The purpose of this work was to develop a data repository called BigMouth, which is derived from electronic health records (EHRs) at four dental schools at the University of Texas Health Science Center at Houston (UTHealth), Tufts University, the University of California San Francisco (UCSF), and Harvard University. We aimed to establish the technical foundation, develop a data governance framework, and address areas that need to evolve in order to facilitate the use of the repository for clinical and quality improvement research.

Over 160 000 active dental practitioners provide care to more than 83 million patients each year in the USA,1 yet there is currently little understanding of the effectiveness of common dental treatments or the relationship between oral and general health. As is the case in medicine, trials are costly. However, secondary uses of data already stored in dental EHRs have great potential to improve the data-driven knowledge base in dentistry2 and answer basic questions such as ‘how long do tooth-colored fillings last?’ and ‘how often do patients with diabetes receive the recommended periodontal screenings?’ Linking data from dental EHRs with medical EHRs may also clarify the relationship between oral and general health.3

Dentists have a long history of using computers for clinical tasks.4 The overwhelming majority of dental schools in the USA have already adopted EHRs.5 6 In 2013, 73.8% of solo practitioners and 78.7% of dentists in group practices participating in dental practice-based research networks (DPBRNs) used computers to manage clinical information.7 Several dental EHR systems, including Dentrix, EagleSoft, and SoftDent, are used in private practice. However, the majority of US dental schools use the same commercial EHR platform: axiUm, which was acquired by Henry Schein, the makers of Dentrix, in 2012.

Case description

The dental schools at UTHealth, UCSF, Harvard, and Tufts belong to the Consortium of Oral Health Research and Informatics (COHRI) which was formed in 2007 by users of the axiUm dental EHR.8 COHRI institutions share best practices and develop standardized data collection tools with the aim of using data already collected in the EHR to improve oral health research, education, and treatment. One of the early tasks of the consortium was to address the difficulty researchers at the individual institutions experienced in querying the EHR at their local site. The development of a centralized inter-institutional data repository would allow faculty, residents, and students access to a large dataset to conduct retrospective studies. There was also a need to develop a data governance approach that encouraged dental institutions participating in COHRI to contribute data.

Methods

Establishment of the BigMouth Dental Data Repository

While no site had developed a dental repository at the time, two of the participating sites had already implemented the Informatics for Integrating Biology and the Bedside (i2b2) data warehousing platform9 as part of their respective Clinical Translational Science Award (CTSA)-related initiatives. BigMouth differed from a typical i2b2 implementation10–16 because the purpose was to develop a centralized repository for four institutions.

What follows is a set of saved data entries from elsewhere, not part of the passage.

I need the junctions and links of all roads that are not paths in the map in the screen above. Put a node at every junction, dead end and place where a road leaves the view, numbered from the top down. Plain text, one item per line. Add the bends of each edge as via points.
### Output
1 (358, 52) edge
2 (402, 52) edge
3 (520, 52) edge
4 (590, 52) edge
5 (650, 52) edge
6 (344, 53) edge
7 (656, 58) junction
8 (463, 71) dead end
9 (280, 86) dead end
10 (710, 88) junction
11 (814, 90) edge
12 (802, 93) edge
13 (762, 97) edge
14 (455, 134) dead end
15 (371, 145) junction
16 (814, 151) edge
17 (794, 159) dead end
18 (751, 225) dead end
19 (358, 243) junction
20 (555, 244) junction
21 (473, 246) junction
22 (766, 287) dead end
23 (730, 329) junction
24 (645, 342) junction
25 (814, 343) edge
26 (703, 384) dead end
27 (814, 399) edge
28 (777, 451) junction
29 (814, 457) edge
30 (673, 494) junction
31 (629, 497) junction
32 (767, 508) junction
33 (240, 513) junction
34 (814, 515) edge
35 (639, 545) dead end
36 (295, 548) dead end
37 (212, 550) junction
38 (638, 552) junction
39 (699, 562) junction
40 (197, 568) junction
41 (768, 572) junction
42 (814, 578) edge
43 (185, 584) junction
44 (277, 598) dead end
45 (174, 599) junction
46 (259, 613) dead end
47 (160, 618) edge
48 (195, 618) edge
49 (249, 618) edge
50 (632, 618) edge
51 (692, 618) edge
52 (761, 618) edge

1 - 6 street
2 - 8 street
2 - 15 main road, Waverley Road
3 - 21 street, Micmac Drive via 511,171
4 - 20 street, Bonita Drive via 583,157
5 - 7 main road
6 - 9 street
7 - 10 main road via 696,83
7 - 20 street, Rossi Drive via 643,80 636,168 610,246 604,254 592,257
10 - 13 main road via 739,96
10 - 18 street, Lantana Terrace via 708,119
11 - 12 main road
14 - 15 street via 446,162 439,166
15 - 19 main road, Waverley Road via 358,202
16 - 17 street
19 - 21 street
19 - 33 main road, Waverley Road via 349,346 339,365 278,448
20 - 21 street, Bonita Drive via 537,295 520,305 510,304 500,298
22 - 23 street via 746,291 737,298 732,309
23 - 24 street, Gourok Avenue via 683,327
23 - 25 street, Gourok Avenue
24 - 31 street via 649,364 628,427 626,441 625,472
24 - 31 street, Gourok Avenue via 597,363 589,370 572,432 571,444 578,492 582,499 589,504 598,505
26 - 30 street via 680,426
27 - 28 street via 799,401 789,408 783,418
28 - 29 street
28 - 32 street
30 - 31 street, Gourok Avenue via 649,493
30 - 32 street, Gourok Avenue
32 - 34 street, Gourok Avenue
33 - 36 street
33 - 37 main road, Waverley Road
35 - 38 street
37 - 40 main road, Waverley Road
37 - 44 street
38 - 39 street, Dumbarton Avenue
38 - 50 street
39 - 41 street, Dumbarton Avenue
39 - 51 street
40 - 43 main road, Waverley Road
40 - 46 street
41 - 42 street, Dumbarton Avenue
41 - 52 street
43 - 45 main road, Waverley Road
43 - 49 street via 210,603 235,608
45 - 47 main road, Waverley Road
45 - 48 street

An advantage of i2b2 was the availability of a web-based client that would allow end users from each of the institutions to securely access, explore, and query the repository. This project was funded by the National Library of Medicine.

Data governance

A multi-stakeholder committee made up of representatives of the four dental schools and COHRI developed five principles for data governance. The following principles were framed to support the goals of site enrollment, data improvement, and clinical translation.

Adhere to privacy and security requirements

BigMouth contained a ‘limited dataset’ where data are de-identified with the exception of dates (eg, date of birth, visit dates) and zip codes. According to the requirements of the Health Insurance Portability and Accountability Act (HIPAA) privacy rule, each participating institution must execute a Data Use Agreement (DUA) to allow the use of a limited dataset for research purposes.17 No further authorizations from patients are required for a limited dataset. In addition, each contributing institution needs IRB approval.

Access provided to those institutions that contribute

For any organization to access the data, they must also contribute to the repository. Users from each site may use the i2b2 Web Workbench to query their own data as well as a combined dataset from all sites. A user cannot associate the data with the contributing institution when querying the combined data.

Each source site retains control of contributed data

Each contributing institution controls the data it contributes and has the right to remove data. However, data cannot be removed retrospectively from approved research projects where data have already been shared or committed to be shared. New projects will not have access to data from the school that decided to stop sharing data.

Project review committee approval required for use of data for specific research projects

A project review committee with a representative from each contributing school as well as other members of COHRI will coordinate research projects among the sites. Researchers submit proposals to the project review committee.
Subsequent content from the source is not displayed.